Tuesday, April 9, 2013

‘Blue Like Jazz’ wins Wilbur Award

Doug Cannon, President of the National Religion 
Communicators Council, presents the Wilbur Award's Feature
 Film award to Director Steve Taylor.
Photo by George Conklin

 MOVIES 

Last year’s controversial faith-based film, Blue Like Jazz, won the Wilbur Award for Feature Film at the 2013 Wilbur Awards ceremonies held April 6 in Indianapolis. It joins last year’s winner, “The Help” and previous Wilbur Award winners such as “Schindler’s List,”  “Dead Man Walking,” “ Amazing Grace” and “The Green Mile.”  Director and co-writer Steve Taylor was on hand to accept the honor for Roadside Attractions and Lionsgate Entertainment.

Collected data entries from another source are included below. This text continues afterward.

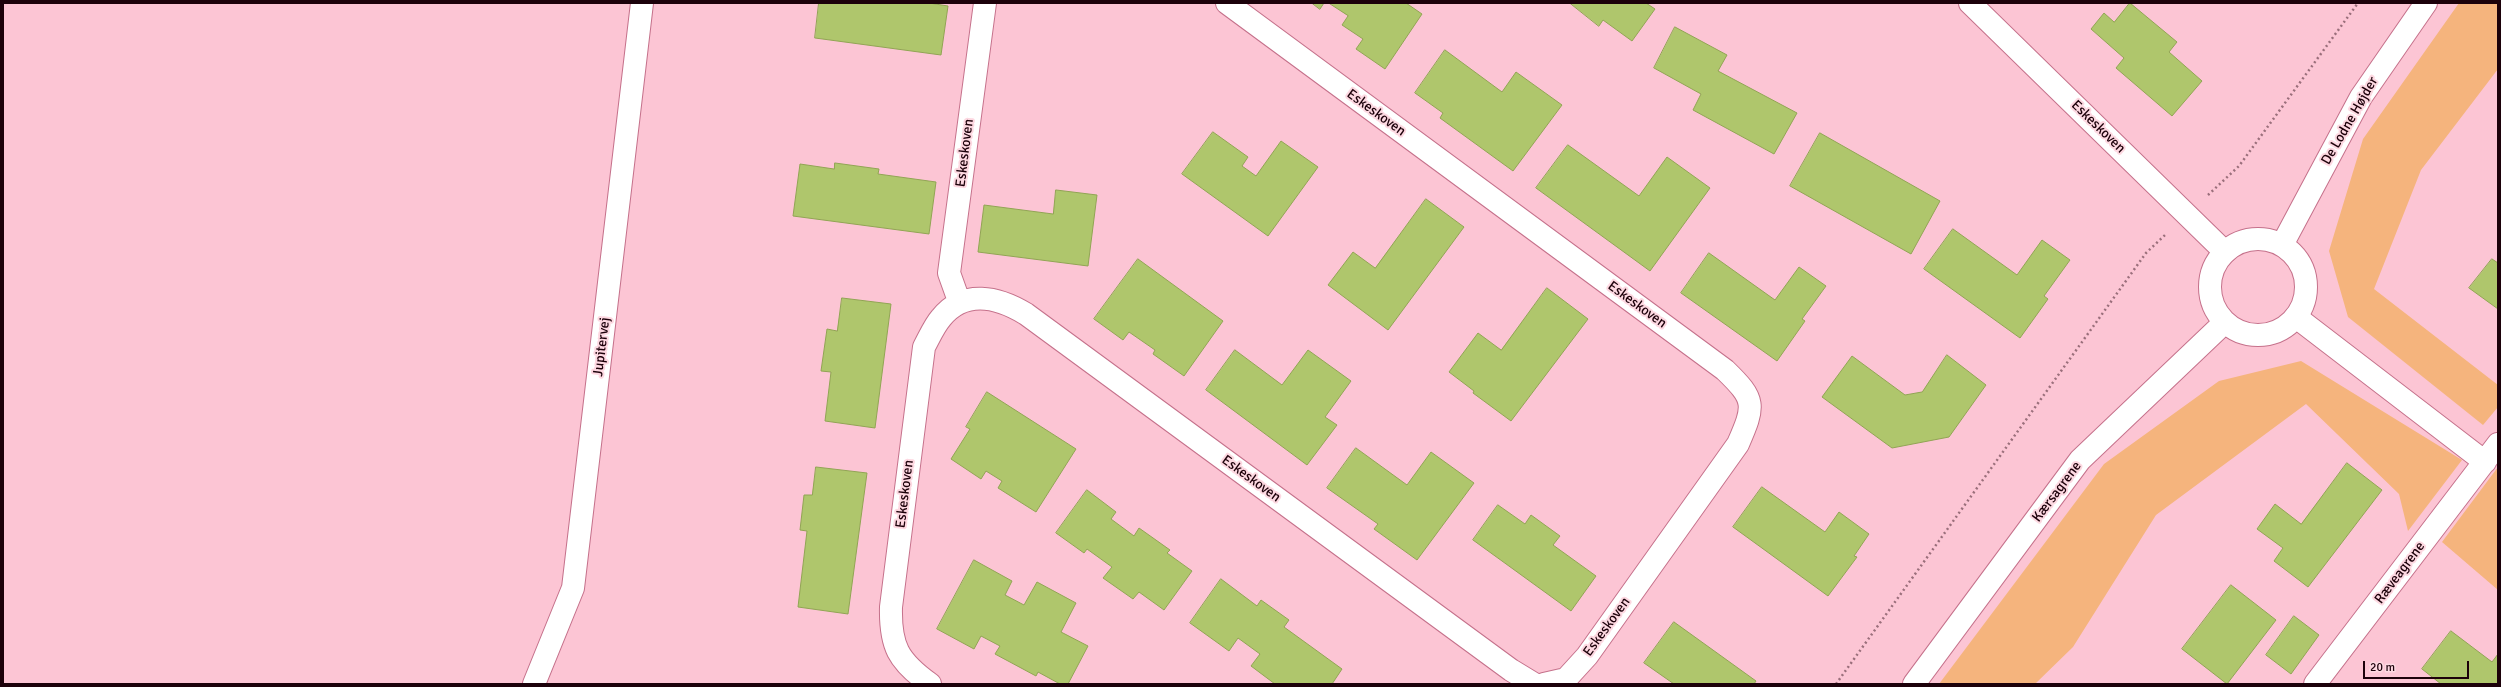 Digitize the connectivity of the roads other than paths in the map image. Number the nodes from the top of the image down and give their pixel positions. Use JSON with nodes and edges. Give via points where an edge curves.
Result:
{"nodes":[{"id":1,"x":642,"y":3,"type":"edge"},
{"id":2,"x":985,"y":3,"type":"edge"},
{"id":3,"x":1227,"y":3,"type":"edge"},
{"id":4,"x":1970,"y":3,"type":"edge"},
{"id":5,"x":2426,"y":3,"type":"edge"},
{"id":6,"x":2282,"y":245,"type":"junction"},
{"id":7,"x":2225,"y":252,"type":"junction"},
{"id":8,"x":958,"y":301,"type":"junction"},
{"id":9,"x":2296,"y":317,"type":"junction"},
{"id":10,"x":2225,"y":322,"type":"junction"},
{"id":11,"x":2498,"y":444,"type":"edge"},
{"id":12,"x":2485,"y":462,"type":"junction"},
{"id":13,"x":534,"y":684,"type":"edge"},
{"id":14,"x":930,"y":684,"type":"edge"},
{"id":15,"x":1534,"y":684,"type":"edge"},
{"id":16,"x":1544,"y":684,"type":"edge"},
{"id":17,"x":1914,"y":684,"type":"edge"},
{"id":18,"x":2315,"y":684,"type":"edge"}],
"edges":[{"from":1,"to":13,"type":"street","name":"Jupitervej","via":[[573,588]]},
{"from":2,"to":8,"type":"street","name":"Eskeskoven","via":[[950,274]]},
{"from":3,"to":16,"type":"street","name":"Eskeskoven","via":[[1725,370],[1745,390],[1751,414],[1738,444],[1587,656],[1566,679]]},
{"from":4,"to":7,"type":"street","name":"Eskeskoven"},
{"from":5,"to":6,"type":"street","name":"De Lodne Højder","via":[[2361,97]]},
{"from":6,"to":7,"type":"street","via":[[2252,239],[2238,243]]},
{"from":6,"to":9,"type":"street","via":[[2295,255],[2303,270],[2306,286],[2304,303]]},
{"from":7,"to":10,"type":"street","via":[[2215,264],[2210,280],[2216,310]]},
{"from":8,"to":14,"type":"street","name":"Eskeskoven","via":[[940,318],[924,347],[891,607],[891,633],[899,655],[915,673]]},
{"from":8,"to":15,"type":"street","name":"Eskeskoven","via":[[984,298],[1008,303],[1026,314],[1511,670]]},
{"from":9,"to":10,"type":"street","via":[[2284,328],[2270,335],[2253,335],[2238,331]]},
{"from":9,"to":12,"type":"street"},
{"from":10,"to":17,"type":"street","name":"Kærsagrene","via":[[2080,460]]},
{"from":11,"to":12,"type":"street","name":"Ræveagrene"},
{"from":12,"to":18,"type":"street","name":"Ræveagrene"}]} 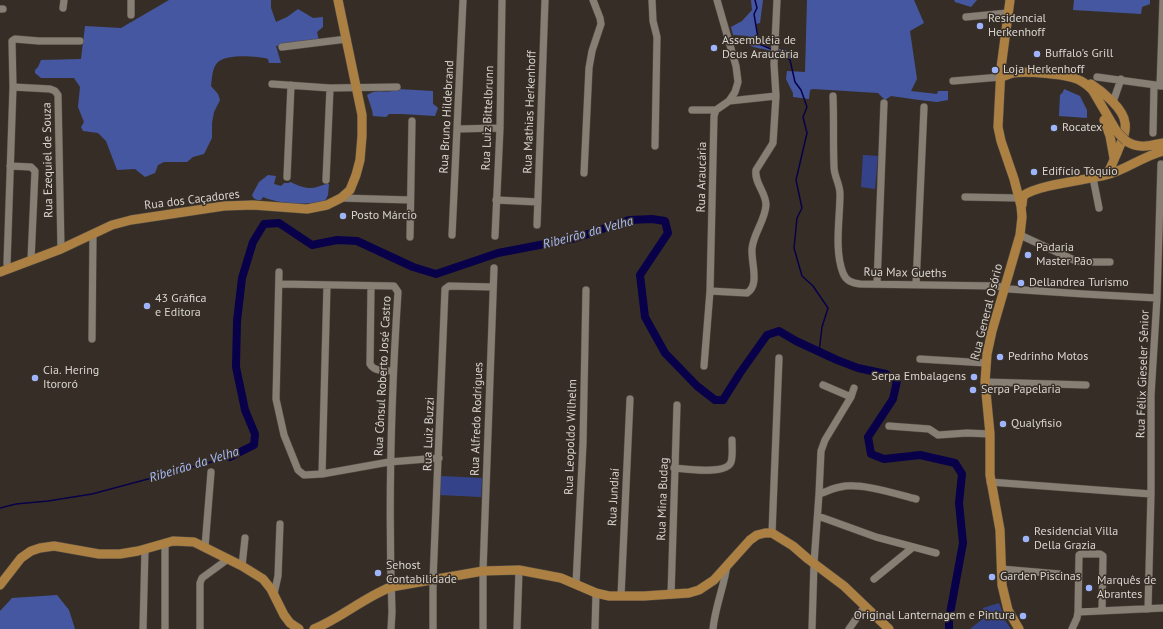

The Wilbur Awards are presented by the Religion Communicators Council and honors excellence by individuals in secular media (print and online journalism, book publishing, broadcasting, and motion pictures) in communicating religious issues, values and themes. Other winners at Saturday night’s ceremony included CBS-TV, CNN, the Oprah Winfrey Network, the Canadian Broadcasting Corp, The Christian Science Monitor, The Huffington Post and Simon & Schuster Inc.
Based on the New York Times Best Seller by Donald Miller and adapted for the screen by Miller, Taylor and Ben Pearson, Blue Like Jazz has had its ups and downs over the past few years. According to IMDB, the movie was created with an estimated budget of $1,200,000. Much of that was raised online through Kickstarter. Over $345,000 was raised through the fundraising website and has been known as the second most successful fundraiser of Kickstarter in 2010. Unfortunately, despite its healthy financial help from fans, the film only recouped about half of what it cost to make the film during its initial run. Some Christian critics complained that the film was too edgy and not family-friendly enough. With this new award, the flick has received some much needed reassurance and hopefully will pick up a few more fans.

The Religion Communicators Council has presented Wilbur Awards annually since 1949 and is named for the late Marvin C. Wilbur, a pioneer in religious public relations, longtime RCC executive director and former Presbyterian Church executive.